We should not have to resort to such silly hacks!
Another approach is to switch to memory-mapped IO, using Lucene's MMapDirectory, and then use madvise. The SEQUENTIAL option looks promising from the man page:
Expect page references in sequential order. (Hence, pages in the given range can be aggressively read ahead, and may be freed soon after they are accessed.)
Looking through the linux sources it look like the SEQUENTIAL option is at least not a no-op; that setting has some influence over how pages are evicted.
So I tested that, but, alas, the search performance still plummets. No go!
Yet another approach is to bypass all OS caching entirely, only when merging, by using the Linux-specific O_DIRECT flag.

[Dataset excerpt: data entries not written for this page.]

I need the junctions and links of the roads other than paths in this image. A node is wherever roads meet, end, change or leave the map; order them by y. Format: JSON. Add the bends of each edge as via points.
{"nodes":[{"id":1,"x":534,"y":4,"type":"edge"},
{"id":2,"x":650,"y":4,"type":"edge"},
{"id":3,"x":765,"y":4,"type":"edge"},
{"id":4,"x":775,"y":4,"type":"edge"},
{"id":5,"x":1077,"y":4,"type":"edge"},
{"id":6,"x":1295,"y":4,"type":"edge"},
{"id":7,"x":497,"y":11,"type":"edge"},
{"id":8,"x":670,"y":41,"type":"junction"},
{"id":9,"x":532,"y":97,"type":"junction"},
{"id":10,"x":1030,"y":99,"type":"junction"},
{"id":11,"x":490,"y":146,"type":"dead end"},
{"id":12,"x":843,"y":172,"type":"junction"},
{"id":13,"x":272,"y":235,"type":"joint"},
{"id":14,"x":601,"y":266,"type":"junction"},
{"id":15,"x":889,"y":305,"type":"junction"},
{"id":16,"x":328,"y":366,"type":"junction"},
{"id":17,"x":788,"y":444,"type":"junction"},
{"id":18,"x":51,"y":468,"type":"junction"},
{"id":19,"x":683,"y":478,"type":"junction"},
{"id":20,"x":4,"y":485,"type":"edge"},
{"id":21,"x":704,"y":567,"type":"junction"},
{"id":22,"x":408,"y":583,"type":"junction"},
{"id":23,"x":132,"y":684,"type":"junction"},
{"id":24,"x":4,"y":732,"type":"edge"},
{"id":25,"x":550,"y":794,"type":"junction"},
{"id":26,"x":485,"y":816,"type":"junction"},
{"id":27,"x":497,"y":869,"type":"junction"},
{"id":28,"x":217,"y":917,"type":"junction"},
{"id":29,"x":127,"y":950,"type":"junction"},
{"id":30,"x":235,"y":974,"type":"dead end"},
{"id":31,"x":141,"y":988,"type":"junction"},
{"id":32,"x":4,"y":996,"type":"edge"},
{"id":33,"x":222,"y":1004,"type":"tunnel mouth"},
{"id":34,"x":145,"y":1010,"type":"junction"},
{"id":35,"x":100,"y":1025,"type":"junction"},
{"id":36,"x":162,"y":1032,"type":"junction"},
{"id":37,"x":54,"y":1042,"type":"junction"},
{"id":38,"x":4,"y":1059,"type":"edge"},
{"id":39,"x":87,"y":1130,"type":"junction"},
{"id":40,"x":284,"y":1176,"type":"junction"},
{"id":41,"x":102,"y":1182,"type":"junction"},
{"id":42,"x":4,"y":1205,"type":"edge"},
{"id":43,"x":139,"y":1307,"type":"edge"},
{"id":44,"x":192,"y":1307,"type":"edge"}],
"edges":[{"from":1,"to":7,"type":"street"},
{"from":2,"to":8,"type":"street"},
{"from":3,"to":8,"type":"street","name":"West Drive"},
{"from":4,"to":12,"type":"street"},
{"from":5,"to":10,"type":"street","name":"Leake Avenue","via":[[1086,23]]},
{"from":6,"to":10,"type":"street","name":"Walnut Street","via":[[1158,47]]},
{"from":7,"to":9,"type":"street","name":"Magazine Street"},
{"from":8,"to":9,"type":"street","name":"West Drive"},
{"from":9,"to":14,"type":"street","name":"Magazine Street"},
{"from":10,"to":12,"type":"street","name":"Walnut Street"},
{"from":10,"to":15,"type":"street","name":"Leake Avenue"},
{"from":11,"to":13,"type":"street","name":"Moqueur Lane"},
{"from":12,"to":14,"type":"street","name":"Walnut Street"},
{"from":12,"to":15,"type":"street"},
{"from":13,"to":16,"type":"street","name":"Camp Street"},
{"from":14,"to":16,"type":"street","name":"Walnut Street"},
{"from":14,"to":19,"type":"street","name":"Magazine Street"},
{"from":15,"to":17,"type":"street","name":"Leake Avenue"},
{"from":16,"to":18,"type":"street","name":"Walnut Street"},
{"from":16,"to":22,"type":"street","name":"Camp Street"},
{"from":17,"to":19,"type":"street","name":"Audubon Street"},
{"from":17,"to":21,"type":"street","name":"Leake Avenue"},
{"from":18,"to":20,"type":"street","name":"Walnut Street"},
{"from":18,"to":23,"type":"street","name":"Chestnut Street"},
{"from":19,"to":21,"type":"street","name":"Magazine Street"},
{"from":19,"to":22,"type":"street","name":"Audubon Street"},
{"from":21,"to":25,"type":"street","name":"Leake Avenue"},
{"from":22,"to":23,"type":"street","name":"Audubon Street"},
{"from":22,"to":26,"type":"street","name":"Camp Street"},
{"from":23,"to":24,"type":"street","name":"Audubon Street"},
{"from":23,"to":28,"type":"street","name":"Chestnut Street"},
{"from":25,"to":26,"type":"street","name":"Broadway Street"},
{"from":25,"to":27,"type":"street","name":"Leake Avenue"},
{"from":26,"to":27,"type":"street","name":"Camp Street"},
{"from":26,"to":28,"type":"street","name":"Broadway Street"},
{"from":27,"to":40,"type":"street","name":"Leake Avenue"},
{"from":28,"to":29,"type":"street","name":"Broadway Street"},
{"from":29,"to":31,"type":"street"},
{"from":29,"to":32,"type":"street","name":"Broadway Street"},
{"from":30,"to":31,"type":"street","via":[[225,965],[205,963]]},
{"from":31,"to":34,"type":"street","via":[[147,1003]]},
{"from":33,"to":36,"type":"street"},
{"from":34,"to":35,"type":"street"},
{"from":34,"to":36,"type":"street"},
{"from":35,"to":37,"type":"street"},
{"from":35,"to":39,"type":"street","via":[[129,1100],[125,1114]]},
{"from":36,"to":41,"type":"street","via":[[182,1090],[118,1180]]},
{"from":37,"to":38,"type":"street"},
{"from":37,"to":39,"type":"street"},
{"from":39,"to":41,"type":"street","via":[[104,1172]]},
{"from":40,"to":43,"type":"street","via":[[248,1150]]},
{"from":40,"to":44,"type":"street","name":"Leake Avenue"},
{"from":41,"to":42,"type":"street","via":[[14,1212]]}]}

Merge performance will definitely take a hit, since the OS is no longer doing readahead nor write caching, and every single IO request must hit the disk while you wait, but for many apps this could be a good tradeoff.
So I created a prototype Directory implementation, a variant of DirectNIOFSDirectory (currently a patch on LUCENE-2056), that opened all files (input and output) with O_DIRECT (using jni). It's a little messy because all IO must be "aligned" by certain rules (I followed the rules for 2.6.* kernels).
Finally, this solution worked great! Search performance was unchanged all through the optimize call, including building the CFS at the end. Third time's a charm!
However, the optimize call slowed down from 1336 to 1680 seconds (26% slower). This could likely be reduced by further increasing the buffer sizess (I used 1 MB buffer for each IndexInput and IndexOutput, which is already large), or possibly creating our own readahead / write cache scheme.
We really should not have to resort to such silly hacks!